Até ao fim do mês de Setembro em curso o OLCA terá todos os ordenados em dia e metade do 13º e 14º mês deste ano já pagos. E no entanto a injustiça do ME, que, por omissão, nos extorquiu mais de cem mil euros em ano e meio, os cortes em 38% no que nos era devido por parte da Secretaria de Estado da Cultura (igual para o país), a redução de montantes no Protocolo com a autarquia leiriense e tantos outros cortes contratuais, produziram efeitos. Além disso uma escola secundária de Leiria desinteressou-se do Ensino Profissional da Música que vínhamos ministrando, mesmo se esta é uma profissão com emprego garantido nos tempos actuais. Coisa que não é de somenos. Foram dois cursos que desapareceram. E, como a economia se faz de expectativas, houve menos inscrições neste ano lectivo que começa (sobretudo nos alunos que apenas pagavam o transporte em autocarro do OLCA, um custo baixíssimo), pelo que passou a haver menos trabalho. Sendo o Estado o maior cliente e pagando, em média, o correspondente a um terço do devido em cada trimestre, não se consegue pagar ordenados exactamente no fim de cada mês como até há um ano atrás. Tivemos de implementar uma política de maior contenção, eliminar os contractos a termo certo, negociar alguns despedimentos. E sectores como o Coro do Orfeão sofreram uma remodelação no seu Estatuto, passando os seus membros a contribuir com uma propina para a sua frequência. Preferimos esta solução, facilitadora da manutenção dum nível de qualidade alto – porque a cultura não se reproduz pela vulgaridade -, a recorrermos ao amadorismo puro. Temos já perspectivas para um amplo sucesso coral. Portanto, é óbvio que com pouco se pode fazer muito. Mas há limites para o possível. As políticas culturais liberais, tanto do governo da Nação como das autarquias (o novo regulamento para a cultura da Câmara de Leiria, propiciador da arbitrariedade mais elementar e sem quaisquer objectivos para o desenvolvimento cultural, é prova disso), conduzem a um retorno às piores fases do passado, praticamente ao Estado Novo. Nem mesmo um liberal acreditará que o país possa ser culto com os custos para os cidadãos que têm ingleses ou alemães. Já para nem falar no fosso em iliteracia que nos separa desses povos. Com outros argumentos, é certo, é o debate mais geral entre o tocar no fundo, inanimado, e o viver pobre mas com alma.
 
4 - A instituição que lidera debate-se com problemas financeiros, à semelhança do que sucede com outras da região? Como pretende ultrapassá-los?

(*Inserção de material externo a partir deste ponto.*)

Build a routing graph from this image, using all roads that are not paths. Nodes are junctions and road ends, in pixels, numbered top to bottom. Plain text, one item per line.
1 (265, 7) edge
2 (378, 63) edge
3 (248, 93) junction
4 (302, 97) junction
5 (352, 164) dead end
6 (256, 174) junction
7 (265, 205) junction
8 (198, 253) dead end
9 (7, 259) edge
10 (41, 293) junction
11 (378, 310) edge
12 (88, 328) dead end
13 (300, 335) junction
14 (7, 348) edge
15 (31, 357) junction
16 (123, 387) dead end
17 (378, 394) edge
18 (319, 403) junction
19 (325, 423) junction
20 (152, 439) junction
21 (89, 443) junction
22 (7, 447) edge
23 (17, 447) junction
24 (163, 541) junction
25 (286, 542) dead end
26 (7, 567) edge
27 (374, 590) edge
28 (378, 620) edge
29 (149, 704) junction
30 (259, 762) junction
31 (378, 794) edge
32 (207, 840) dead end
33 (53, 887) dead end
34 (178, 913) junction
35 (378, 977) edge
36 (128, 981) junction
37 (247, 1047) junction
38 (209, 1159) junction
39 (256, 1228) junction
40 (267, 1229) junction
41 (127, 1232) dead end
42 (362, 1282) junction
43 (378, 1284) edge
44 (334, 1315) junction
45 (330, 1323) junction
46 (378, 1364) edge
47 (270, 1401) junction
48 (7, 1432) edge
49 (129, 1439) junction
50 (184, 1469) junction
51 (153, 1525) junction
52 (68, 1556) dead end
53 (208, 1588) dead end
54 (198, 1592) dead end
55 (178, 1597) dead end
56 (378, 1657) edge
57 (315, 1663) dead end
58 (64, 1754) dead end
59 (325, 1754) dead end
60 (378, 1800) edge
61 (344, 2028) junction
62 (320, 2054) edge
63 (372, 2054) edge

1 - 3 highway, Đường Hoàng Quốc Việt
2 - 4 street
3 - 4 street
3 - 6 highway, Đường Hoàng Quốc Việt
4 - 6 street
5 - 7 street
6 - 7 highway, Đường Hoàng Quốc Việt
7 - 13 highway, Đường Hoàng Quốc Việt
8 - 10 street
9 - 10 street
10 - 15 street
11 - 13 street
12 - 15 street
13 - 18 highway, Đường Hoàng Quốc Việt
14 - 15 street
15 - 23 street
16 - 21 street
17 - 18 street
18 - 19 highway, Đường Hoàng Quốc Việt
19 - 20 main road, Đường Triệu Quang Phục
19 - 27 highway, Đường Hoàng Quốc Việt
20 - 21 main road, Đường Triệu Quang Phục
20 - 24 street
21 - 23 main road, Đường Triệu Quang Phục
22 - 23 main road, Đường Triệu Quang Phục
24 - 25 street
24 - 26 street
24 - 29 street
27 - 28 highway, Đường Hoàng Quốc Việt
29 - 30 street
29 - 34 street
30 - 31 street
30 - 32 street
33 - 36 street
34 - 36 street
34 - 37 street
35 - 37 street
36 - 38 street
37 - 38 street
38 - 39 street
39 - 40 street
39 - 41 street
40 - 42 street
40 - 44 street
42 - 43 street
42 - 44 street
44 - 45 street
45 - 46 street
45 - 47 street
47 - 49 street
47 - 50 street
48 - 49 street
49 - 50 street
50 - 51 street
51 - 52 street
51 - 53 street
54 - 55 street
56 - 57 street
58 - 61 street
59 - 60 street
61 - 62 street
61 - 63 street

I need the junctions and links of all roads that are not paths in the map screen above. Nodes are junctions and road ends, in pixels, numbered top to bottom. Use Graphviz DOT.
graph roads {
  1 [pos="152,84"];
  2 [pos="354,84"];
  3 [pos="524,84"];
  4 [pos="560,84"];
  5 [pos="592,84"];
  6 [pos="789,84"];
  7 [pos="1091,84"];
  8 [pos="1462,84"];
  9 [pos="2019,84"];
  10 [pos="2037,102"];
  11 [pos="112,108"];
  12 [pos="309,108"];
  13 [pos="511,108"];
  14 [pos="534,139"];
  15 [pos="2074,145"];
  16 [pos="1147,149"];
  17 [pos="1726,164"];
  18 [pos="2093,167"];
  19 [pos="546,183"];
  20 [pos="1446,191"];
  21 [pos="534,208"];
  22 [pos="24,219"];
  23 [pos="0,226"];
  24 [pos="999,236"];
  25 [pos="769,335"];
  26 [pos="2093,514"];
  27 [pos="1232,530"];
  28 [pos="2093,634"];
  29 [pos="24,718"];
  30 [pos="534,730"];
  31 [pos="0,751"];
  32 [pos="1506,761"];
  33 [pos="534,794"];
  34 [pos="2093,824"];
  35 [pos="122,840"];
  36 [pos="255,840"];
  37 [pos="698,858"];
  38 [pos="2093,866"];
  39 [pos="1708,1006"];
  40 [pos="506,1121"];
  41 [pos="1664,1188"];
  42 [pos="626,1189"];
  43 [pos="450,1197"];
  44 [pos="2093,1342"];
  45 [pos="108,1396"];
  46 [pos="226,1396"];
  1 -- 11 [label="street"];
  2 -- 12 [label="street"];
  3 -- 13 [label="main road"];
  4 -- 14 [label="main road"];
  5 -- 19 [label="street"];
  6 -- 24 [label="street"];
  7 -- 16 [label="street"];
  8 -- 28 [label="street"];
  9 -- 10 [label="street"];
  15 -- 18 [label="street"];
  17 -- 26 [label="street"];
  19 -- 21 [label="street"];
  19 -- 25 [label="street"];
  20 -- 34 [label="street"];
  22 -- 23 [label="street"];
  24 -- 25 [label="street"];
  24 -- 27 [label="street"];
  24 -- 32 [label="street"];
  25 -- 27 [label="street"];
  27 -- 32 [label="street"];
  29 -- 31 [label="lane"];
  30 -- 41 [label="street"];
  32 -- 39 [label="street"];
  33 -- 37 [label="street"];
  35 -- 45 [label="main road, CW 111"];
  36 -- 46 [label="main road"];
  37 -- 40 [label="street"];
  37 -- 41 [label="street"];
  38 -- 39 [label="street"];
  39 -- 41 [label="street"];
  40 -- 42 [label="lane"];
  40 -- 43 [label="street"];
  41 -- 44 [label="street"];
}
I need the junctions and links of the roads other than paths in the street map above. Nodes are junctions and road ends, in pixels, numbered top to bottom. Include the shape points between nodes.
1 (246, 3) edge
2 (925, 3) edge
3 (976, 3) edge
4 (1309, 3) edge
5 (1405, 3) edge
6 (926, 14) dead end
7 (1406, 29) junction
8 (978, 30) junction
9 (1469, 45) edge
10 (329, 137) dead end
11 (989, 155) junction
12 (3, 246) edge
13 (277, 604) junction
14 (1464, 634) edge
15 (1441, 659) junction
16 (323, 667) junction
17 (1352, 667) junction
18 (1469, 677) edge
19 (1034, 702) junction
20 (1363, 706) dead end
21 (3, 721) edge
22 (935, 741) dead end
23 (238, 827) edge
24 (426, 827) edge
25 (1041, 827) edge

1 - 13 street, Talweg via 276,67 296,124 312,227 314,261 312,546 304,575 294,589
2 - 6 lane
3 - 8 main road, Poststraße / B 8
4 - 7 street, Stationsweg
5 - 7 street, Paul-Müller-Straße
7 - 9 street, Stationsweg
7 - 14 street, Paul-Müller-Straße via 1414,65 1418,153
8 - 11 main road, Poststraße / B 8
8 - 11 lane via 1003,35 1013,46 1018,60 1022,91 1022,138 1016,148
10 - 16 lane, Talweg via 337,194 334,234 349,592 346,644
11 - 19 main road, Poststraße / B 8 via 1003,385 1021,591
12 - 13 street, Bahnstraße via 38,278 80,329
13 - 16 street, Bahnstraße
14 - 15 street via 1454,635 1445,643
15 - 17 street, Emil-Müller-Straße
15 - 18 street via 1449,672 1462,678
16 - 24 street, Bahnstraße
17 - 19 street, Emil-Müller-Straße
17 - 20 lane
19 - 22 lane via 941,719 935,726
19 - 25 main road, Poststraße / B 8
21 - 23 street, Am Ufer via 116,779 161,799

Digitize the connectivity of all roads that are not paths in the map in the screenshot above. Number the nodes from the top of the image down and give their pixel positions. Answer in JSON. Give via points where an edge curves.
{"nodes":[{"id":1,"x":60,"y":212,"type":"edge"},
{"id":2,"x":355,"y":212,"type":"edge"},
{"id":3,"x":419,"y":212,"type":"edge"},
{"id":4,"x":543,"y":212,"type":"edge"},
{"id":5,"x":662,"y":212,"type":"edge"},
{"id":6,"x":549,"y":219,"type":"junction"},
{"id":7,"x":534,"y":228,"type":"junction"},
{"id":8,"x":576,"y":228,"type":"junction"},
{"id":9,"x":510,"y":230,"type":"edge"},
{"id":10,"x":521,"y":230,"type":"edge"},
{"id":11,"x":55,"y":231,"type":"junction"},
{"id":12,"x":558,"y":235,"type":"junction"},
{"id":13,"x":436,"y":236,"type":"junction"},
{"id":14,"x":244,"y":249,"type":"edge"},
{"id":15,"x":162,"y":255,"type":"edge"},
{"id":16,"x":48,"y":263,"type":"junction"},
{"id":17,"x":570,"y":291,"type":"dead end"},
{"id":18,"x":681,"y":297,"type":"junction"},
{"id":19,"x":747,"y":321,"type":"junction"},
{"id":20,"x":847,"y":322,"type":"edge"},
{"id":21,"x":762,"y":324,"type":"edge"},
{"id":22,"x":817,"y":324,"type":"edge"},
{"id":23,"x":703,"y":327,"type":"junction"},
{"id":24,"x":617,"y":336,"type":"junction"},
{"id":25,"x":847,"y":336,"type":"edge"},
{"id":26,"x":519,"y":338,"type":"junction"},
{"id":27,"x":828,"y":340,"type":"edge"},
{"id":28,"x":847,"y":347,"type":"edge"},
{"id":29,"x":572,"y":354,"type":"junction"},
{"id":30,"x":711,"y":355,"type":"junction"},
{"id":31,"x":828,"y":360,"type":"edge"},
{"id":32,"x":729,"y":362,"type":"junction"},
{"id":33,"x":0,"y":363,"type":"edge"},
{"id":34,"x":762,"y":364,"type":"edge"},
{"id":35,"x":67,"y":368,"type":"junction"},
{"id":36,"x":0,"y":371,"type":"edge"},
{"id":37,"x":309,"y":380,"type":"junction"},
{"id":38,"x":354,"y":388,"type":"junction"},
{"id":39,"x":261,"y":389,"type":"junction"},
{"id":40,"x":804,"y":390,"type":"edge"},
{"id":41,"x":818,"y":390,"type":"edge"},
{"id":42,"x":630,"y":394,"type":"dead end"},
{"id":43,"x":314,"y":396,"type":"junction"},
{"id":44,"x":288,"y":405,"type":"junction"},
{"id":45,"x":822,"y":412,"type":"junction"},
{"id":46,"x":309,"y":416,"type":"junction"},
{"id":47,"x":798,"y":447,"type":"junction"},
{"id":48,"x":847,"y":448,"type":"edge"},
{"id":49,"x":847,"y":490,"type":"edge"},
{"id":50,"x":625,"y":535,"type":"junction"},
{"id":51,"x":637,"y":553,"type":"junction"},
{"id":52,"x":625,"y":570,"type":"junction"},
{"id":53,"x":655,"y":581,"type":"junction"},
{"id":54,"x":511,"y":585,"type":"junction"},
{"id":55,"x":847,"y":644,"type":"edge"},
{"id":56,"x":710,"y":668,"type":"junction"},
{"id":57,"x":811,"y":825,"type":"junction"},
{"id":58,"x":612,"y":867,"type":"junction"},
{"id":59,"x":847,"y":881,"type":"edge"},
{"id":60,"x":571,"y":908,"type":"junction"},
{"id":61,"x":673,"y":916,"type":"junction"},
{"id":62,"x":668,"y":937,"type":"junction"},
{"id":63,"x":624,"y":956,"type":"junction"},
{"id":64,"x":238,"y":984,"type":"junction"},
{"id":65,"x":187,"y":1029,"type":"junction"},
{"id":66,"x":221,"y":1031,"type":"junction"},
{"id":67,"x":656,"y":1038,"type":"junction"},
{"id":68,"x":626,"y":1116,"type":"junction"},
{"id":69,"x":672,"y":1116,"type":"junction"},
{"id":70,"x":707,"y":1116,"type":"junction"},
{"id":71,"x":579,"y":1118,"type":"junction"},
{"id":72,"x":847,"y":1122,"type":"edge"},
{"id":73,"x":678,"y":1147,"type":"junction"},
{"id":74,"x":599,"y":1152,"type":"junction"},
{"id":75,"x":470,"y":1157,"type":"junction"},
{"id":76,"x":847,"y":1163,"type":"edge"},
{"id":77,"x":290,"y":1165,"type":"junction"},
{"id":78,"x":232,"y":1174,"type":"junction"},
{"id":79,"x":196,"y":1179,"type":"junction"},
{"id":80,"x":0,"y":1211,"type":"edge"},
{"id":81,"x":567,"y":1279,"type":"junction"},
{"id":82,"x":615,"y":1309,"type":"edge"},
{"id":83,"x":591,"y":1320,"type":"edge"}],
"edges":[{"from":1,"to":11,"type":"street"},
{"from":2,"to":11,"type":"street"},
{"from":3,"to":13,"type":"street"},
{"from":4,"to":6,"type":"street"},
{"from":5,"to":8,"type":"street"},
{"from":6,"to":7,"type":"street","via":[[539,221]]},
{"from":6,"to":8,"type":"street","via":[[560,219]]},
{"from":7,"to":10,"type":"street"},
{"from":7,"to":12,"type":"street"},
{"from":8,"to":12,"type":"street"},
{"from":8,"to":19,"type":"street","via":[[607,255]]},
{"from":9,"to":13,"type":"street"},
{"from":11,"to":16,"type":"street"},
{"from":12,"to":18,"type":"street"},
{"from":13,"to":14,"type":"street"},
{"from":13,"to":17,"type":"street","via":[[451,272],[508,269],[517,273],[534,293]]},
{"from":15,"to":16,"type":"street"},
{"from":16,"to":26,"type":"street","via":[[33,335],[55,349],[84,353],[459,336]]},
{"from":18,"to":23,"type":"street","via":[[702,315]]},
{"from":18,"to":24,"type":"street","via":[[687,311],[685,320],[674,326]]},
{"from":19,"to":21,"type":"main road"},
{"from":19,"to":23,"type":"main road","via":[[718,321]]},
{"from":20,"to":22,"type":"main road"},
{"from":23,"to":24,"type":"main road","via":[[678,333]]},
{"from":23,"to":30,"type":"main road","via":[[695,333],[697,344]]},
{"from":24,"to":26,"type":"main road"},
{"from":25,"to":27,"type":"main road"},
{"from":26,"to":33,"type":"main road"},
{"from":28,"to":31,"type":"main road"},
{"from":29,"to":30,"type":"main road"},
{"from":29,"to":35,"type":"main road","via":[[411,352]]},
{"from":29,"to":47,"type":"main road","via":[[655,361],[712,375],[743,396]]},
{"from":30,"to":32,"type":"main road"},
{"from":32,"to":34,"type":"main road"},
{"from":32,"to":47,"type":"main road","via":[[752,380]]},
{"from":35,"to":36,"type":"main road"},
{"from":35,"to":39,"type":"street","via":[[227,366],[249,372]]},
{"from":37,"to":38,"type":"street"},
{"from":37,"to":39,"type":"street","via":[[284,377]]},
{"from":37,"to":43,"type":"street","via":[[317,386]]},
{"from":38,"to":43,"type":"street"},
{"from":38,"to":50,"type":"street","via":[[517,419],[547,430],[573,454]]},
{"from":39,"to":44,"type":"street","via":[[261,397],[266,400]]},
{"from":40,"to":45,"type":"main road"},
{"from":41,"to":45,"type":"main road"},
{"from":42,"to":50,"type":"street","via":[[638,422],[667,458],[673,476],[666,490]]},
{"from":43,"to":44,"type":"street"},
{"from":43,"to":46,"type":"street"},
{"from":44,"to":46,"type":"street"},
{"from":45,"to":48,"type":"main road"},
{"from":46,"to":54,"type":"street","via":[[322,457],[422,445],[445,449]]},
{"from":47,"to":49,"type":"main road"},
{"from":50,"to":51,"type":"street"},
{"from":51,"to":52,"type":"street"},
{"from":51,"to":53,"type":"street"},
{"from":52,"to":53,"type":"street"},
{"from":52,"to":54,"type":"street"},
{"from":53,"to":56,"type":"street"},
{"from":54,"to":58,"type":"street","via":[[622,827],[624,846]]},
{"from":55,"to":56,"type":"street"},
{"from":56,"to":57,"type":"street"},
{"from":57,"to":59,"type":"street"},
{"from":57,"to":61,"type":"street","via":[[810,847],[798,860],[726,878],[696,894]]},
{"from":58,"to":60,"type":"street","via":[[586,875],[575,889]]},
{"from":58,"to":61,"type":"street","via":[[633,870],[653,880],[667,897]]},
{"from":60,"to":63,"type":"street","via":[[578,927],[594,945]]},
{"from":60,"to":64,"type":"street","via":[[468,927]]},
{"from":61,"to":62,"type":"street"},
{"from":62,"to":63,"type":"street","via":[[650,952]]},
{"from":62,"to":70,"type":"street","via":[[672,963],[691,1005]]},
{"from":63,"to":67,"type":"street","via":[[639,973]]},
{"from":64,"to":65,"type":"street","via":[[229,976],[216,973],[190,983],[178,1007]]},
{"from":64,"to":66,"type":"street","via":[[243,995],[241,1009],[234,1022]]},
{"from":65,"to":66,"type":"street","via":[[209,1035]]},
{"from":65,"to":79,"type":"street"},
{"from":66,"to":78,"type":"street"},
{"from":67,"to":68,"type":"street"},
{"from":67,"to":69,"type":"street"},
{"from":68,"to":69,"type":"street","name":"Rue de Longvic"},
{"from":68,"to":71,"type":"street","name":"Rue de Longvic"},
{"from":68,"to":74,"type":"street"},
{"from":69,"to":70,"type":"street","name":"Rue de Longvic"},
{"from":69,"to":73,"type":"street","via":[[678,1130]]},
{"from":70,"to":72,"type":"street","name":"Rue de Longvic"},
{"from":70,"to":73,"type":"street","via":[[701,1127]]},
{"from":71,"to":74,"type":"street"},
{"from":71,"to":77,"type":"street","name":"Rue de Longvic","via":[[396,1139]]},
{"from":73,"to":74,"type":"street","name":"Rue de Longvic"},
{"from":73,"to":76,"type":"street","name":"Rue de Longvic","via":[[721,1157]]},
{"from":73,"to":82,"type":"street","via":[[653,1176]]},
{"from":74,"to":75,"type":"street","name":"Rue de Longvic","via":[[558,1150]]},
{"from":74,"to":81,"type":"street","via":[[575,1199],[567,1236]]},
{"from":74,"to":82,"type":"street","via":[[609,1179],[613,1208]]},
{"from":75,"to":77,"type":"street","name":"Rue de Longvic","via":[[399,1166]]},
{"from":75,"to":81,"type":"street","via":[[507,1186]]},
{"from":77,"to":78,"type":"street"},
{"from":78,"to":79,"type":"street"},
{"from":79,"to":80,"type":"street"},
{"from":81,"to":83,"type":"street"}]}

Tivemos uma grande vitória nos últimos dias. Como se a conjuntura não fosse já desfavorável para tudo e todos, eis que a DREC do ME (sempre privilegiámos o óptimo relacionamento com todos os poderes, a cultura não pode dar-se ao luxo de o não fazer, e o relacionamento anterior com esta estrutura, com outra gente independentemente da cor do governo, foi mesmo fantástico) resolve inviabilizar uma das medidas que adoptámos e comunicámos - que temos plena competência para implementar e que havia sido discutida por nós como possível com o próprio POPH ao mais alto nível -, para anular os efeitos deletérios da baixa em 25% do valor da contratualização com o ME. Parece ironia, alguém que não paga e ainda sufoca quem quer viver mesmo sem o pagamento devido. Ao fim de ano e meio de insistência junto do senhor ministro Nuno Crato e sobre todas as estruturas do ME, do governo, das associações, entre outras, demonstrando a ilegalidade da decisão de Coimbra (as escolas de outras regiões do país que se inspiraram na proposta do Orfeão, que aqui vieram beber a fórmula salvadora, não tiveram qualquer problema), eis que, depois de recurso do OLCA feito por um dos maiores escritórios de advogados do país, e da intervenção da AEPP, associação de escolas, o senhor ministro acaba por nos dar razão, e mais, estender a medida a todas as escolas do país (que já não é a primeira vez que ganham com as diligências do Orfeão). Foi um sufoco enorme gerir e pugnar a este nível, embora certos que nos assistia a razão. O resultante vai-nos permitir pagar todos os ordenados do ano lectivo com base nos alunos do ensino gratuito ou parcial (cujo ensino o Estado paga), assim como nos dos cursos livres, bem como no fornecimento de serviços. Tal implica mesmo assim um esforço muito grande de todos os trabalhadores, o que é inestimável.
5 - Em termos práticos, que reflexos tiveram na gestão da instituição os cortes anunciados pelo Governo?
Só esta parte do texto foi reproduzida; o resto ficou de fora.